┌──

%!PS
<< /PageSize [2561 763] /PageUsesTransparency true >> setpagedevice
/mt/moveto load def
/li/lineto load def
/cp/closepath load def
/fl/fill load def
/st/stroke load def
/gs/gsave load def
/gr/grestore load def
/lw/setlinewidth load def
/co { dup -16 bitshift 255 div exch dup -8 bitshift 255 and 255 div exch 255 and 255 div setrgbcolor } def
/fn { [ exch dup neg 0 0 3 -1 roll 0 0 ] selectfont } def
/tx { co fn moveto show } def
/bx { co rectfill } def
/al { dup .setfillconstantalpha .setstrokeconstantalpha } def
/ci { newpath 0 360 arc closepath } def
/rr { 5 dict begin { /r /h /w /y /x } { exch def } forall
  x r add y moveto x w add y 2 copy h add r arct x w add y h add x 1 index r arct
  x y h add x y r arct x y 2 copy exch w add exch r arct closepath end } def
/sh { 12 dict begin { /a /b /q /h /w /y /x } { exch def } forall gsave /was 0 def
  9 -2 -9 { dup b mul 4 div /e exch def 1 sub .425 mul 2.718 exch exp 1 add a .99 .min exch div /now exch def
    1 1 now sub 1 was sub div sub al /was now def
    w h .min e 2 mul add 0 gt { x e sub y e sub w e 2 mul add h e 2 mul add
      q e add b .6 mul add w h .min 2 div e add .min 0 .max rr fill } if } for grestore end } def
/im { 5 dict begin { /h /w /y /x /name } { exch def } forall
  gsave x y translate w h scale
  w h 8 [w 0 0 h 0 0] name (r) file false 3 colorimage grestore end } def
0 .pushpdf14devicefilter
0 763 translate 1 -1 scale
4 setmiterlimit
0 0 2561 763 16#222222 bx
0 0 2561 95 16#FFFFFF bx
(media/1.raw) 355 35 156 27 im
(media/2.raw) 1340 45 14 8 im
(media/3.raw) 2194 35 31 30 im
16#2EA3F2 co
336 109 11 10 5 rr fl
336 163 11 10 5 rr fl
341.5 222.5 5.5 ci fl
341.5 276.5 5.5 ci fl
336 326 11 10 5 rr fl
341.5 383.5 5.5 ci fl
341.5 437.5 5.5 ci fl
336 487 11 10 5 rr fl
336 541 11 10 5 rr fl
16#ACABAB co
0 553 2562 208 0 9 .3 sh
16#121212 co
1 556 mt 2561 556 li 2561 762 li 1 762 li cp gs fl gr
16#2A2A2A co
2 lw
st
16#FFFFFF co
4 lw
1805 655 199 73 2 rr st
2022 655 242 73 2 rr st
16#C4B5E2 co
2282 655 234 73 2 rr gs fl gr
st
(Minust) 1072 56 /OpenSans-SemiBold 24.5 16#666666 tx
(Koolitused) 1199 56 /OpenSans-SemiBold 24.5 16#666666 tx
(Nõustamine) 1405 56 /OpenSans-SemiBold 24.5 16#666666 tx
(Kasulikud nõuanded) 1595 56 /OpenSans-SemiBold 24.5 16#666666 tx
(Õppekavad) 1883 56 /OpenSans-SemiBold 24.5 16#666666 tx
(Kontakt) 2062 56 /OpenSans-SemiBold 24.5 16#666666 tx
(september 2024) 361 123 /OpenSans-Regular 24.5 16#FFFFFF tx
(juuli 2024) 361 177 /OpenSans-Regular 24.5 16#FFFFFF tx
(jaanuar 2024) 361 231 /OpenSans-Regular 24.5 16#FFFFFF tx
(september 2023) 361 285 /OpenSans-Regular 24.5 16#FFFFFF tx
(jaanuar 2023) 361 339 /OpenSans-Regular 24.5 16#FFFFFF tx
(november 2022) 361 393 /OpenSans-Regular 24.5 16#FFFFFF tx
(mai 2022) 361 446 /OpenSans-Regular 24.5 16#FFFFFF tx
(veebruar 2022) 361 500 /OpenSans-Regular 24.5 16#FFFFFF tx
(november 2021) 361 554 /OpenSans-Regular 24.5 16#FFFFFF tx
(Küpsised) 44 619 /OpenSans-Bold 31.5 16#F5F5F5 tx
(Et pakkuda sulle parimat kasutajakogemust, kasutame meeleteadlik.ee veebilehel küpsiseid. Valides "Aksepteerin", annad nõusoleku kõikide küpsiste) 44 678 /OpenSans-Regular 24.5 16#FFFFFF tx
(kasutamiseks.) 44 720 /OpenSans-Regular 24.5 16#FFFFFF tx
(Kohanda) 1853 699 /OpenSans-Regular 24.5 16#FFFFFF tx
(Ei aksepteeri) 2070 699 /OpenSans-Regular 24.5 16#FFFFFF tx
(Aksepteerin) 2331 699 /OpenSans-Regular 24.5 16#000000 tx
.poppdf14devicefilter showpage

└──
┌──

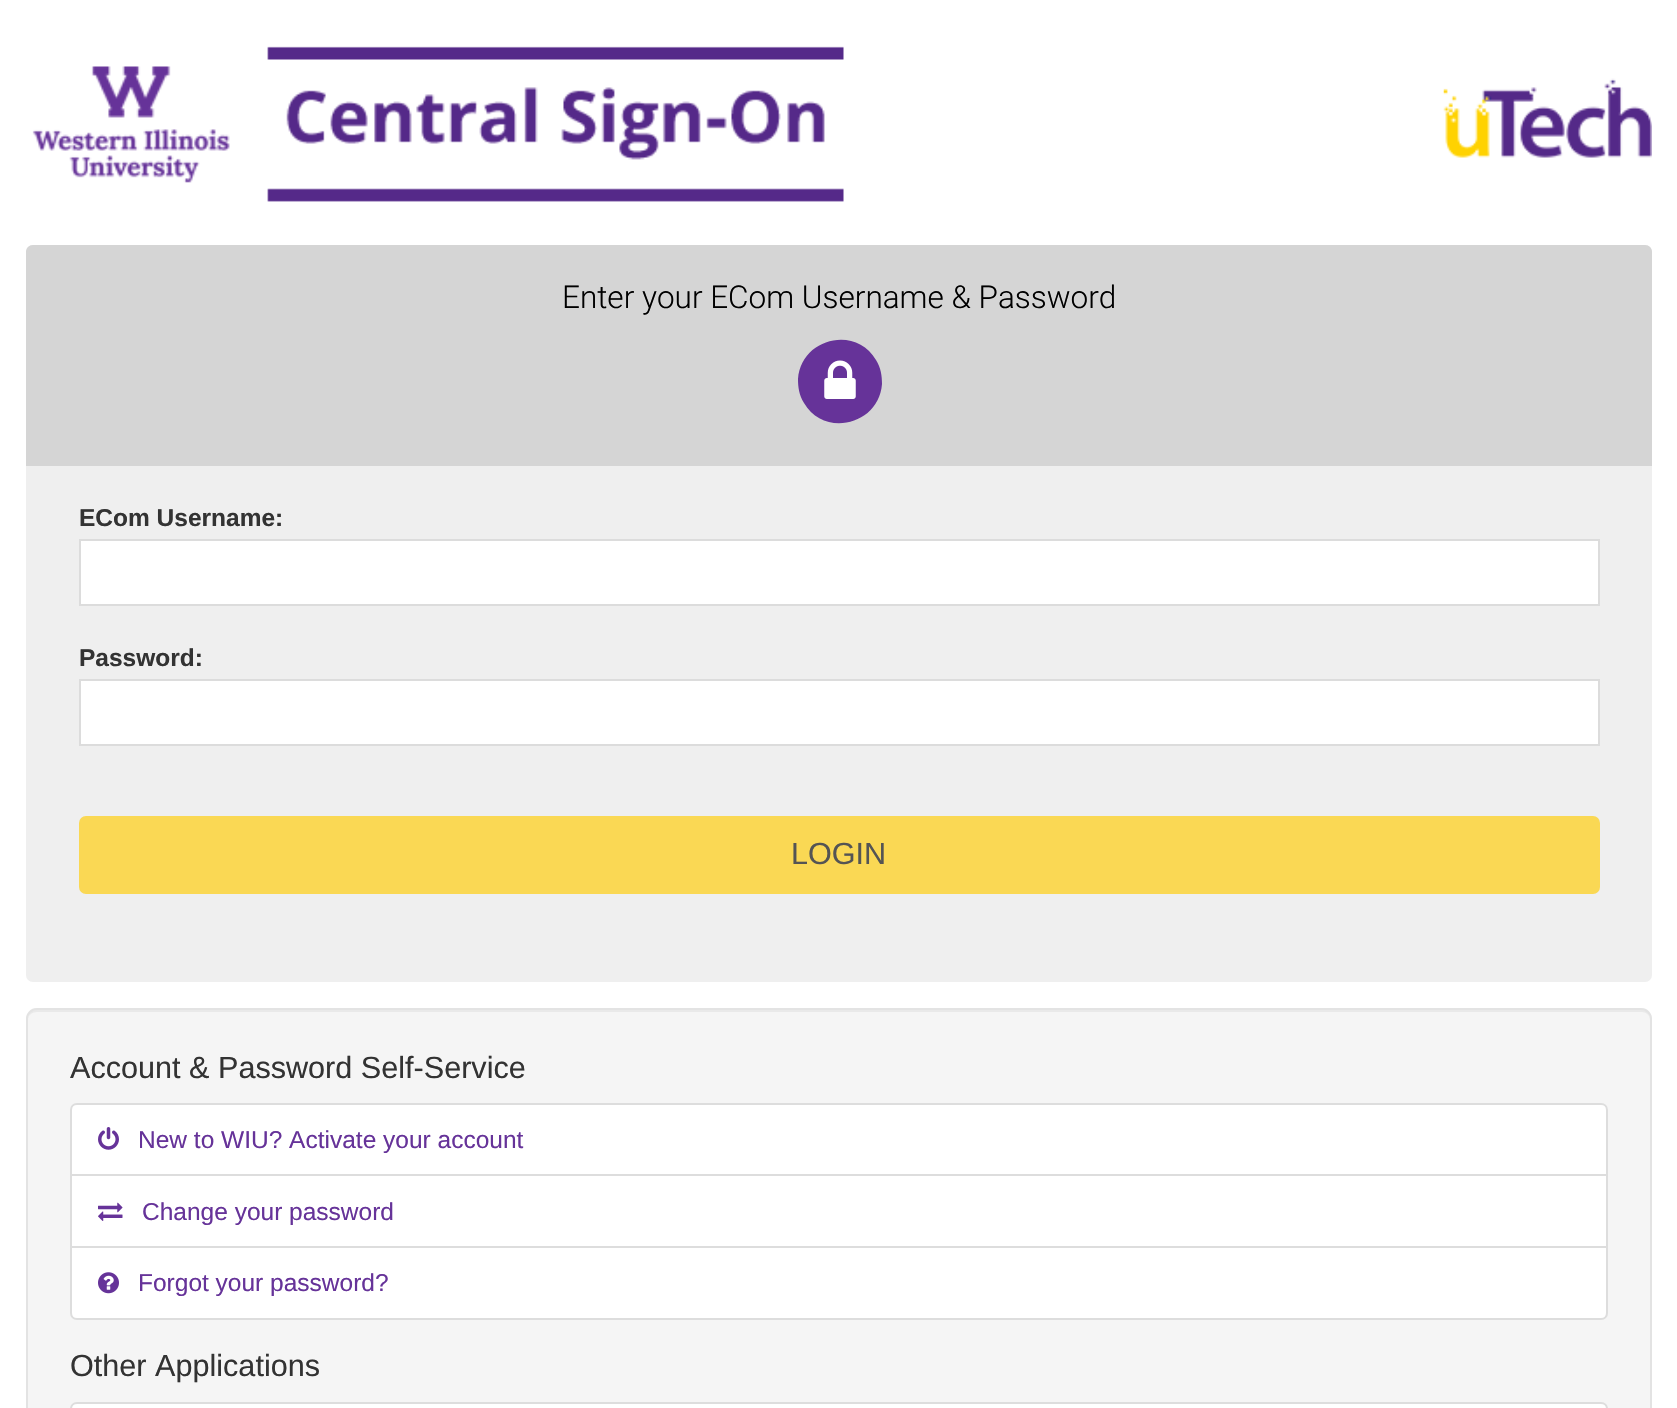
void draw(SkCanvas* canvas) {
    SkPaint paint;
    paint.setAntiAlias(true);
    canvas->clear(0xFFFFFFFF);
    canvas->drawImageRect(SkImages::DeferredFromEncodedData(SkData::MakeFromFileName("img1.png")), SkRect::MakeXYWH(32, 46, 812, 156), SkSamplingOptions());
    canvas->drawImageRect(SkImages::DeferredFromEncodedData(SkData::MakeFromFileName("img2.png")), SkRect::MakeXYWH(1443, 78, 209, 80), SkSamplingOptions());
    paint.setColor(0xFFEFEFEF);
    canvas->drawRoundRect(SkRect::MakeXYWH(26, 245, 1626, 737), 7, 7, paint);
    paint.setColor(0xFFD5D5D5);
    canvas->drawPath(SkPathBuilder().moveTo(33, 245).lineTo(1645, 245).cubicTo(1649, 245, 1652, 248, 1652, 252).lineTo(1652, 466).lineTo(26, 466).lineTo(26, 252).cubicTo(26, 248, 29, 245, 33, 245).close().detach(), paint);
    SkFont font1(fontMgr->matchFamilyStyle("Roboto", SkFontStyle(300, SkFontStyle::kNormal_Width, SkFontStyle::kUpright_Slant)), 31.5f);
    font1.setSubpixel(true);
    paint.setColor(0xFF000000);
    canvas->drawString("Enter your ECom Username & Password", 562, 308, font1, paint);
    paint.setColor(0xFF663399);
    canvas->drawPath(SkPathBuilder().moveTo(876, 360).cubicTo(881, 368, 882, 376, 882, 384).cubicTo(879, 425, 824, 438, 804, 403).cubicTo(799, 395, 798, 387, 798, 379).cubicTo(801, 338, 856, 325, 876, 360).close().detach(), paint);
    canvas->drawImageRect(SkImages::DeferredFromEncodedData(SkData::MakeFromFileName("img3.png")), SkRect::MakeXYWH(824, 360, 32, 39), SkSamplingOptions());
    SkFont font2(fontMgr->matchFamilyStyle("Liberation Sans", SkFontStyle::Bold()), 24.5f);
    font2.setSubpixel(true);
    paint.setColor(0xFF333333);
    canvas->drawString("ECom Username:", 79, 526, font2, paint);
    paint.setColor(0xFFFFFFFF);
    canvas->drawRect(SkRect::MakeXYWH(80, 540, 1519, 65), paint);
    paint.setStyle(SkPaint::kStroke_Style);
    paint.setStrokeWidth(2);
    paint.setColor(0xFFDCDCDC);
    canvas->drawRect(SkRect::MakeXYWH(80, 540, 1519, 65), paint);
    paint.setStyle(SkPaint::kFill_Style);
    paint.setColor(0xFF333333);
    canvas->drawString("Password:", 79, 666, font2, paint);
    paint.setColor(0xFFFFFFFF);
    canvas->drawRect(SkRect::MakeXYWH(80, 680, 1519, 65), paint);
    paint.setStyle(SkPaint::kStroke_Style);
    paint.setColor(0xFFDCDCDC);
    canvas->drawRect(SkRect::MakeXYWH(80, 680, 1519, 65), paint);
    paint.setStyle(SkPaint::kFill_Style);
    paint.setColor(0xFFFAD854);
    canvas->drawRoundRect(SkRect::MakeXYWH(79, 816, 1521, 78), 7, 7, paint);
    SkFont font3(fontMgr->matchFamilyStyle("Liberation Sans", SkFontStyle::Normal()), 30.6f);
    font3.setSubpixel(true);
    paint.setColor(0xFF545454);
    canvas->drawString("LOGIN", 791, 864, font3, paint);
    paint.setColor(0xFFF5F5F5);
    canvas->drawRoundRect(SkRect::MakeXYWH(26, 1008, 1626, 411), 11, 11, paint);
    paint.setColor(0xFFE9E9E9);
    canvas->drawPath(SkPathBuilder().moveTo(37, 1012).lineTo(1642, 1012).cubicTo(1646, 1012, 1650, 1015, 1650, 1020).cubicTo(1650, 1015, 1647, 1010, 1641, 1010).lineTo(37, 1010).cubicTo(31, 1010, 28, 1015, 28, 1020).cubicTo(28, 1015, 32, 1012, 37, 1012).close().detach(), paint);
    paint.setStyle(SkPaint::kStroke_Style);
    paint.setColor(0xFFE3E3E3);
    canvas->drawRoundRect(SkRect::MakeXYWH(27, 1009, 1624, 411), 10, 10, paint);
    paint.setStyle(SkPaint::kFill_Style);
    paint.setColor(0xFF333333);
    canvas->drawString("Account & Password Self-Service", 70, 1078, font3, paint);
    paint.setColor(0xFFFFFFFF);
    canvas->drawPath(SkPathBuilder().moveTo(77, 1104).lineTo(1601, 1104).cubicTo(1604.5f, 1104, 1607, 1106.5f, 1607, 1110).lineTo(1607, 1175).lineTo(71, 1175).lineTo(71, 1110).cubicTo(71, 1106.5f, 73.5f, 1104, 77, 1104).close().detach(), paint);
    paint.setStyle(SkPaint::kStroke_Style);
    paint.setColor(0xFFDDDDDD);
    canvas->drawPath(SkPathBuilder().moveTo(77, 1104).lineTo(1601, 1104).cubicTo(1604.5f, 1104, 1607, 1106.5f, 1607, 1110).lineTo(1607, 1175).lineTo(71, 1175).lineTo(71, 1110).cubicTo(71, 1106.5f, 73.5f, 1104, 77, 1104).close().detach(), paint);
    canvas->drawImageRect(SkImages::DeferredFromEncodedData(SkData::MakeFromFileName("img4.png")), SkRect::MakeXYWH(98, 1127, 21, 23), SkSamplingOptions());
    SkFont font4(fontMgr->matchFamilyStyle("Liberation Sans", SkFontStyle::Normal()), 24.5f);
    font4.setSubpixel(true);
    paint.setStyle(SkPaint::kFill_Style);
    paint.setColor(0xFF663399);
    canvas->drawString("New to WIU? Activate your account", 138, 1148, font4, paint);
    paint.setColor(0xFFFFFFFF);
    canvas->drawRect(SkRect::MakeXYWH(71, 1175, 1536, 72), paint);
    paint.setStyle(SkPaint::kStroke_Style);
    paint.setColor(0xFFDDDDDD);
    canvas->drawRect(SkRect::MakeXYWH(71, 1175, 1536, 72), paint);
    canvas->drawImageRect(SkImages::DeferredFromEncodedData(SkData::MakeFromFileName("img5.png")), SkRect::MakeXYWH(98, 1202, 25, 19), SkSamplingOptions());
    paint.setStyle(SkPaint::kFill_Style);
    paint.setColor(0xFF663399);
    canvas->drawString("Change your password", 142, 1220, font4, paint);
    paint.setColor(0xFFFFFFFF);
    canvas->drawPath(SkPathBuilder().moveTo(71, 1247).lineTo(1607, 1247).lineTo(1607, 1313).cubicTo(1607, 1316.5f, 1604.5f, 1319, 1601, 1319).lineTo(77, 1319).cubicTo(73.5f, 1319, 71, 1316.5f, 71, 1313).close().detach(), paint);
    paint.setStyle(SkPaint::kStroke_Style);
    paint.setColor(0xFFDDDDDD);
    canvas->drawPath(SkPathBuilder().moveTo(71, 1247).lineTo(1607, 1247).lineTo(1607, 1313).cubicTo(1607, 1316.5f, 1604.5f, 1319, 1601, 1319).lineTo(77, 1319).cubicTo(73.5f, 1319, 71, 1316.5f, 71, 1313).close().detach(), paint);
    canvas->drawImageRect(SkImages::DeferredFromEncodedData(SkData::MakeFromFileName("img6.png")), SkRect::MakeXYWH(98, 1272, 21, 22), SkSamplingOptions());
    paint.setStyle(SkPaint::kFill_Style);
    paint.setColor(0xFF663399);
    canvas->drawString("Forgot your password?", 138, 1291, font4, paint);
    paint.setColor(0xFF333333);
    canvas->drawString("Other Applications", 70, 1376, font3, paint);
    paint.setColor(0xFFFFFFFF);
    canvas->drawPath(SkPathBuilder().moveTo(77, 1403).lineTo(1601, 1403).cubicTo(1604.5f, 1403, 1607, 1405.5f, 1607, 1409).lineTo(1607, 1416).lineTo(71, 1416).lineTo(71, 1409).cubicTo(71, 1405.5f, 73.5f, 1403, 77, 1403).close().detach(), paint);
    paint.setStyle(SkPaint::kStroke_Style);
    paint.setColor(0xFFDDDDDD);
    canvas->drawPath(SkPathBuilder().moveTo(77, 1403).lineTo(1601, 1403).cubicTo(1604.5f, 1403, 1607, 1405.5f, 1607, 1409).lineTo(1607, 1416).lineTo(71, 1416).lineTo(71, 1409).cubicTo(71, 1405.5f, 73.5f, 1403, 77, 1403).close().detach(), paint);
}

└──
┌──

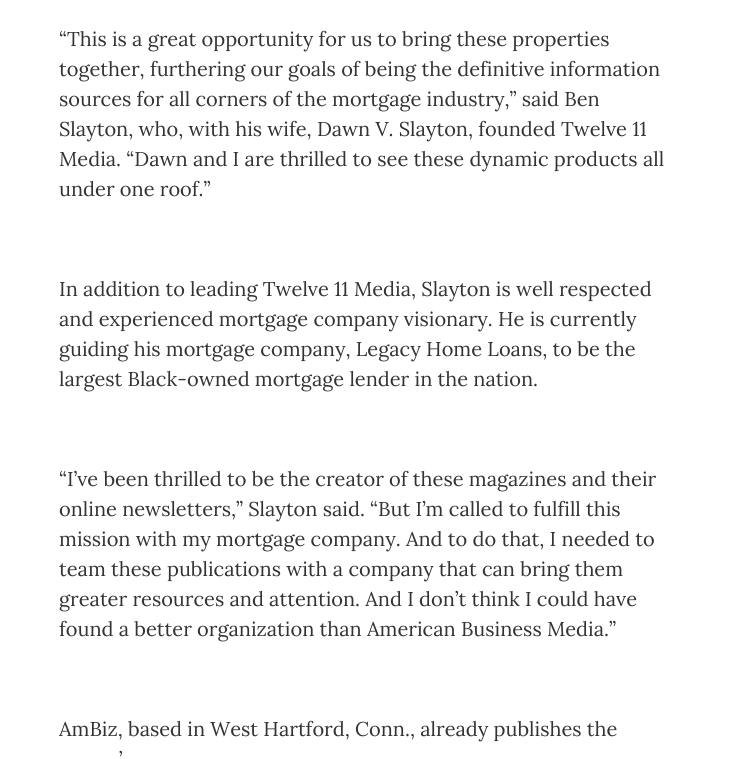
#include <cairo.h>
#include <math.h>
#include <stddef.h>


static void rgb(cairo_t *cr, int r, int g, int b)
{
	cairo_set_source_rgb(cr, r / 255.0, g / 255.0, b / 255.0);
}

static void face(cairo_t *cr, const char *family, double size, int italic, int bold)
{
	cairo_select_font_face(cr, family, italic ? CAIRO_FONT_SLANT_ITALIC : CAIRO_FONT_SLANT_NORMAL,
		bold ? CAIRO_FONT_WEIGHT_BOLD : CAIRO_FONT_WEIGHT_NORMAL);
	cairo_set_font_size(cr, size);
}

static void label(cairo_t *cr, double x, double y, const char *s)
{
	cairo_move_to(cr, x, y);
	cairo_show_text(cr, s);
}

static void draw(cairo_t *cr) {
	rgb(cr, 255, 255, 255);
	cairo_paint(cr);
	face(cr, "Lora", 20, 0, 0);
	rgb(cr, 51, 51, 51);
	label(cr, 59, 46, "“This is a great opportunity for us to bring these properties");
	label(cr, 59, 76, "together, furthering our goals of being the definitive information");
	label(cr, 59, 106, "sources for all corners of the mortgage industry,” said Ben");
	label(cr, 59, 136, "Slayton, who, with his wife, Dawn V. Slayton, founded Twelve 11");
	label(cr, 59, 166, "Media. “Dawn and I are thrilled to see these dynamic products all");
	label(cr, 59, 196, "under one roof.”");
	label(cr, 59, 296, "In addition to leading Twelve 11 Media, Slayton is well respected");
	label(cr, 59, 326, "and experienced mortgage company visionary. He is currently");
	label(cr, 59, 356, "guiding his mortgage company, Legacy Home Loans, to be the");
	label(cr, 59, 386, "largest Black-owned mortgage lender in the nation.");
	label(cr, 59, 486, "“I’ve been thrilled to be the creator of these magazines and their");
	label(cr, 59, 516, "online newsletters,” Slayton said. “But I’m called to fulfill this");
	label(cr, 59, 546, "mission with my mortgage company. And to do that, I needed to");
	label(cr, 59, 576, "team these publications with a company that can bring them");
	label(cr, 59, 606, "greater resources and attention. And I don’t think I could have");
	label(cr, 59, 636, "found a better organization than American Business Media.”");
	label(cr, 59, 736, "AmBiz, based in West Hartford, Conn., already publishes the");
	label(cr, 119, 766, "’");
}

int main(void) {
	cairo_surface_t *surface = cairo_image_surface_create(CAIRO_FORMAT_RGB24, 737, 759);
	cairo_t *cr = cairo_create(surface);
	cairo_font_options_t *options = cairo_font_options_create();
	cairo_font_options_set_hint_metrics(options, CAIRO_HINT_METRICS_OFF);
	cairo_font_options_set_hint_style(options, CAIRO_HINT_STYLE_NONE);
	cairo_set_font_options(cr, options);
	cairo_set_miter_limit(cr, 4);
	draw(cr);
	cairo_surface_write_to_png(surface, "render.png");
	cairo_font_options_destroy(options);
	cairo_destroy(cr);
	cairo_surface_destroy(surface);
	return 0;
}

└──

§ **What needs to be done**
Note each line of the entries that has "char" in it, and copy those lines.

§ **Problem solution**
static void face(cairo_t *cr, const char *family, double size, int italic, int bold)
static void label(cairo_t *cr, double x, double y, const char *s)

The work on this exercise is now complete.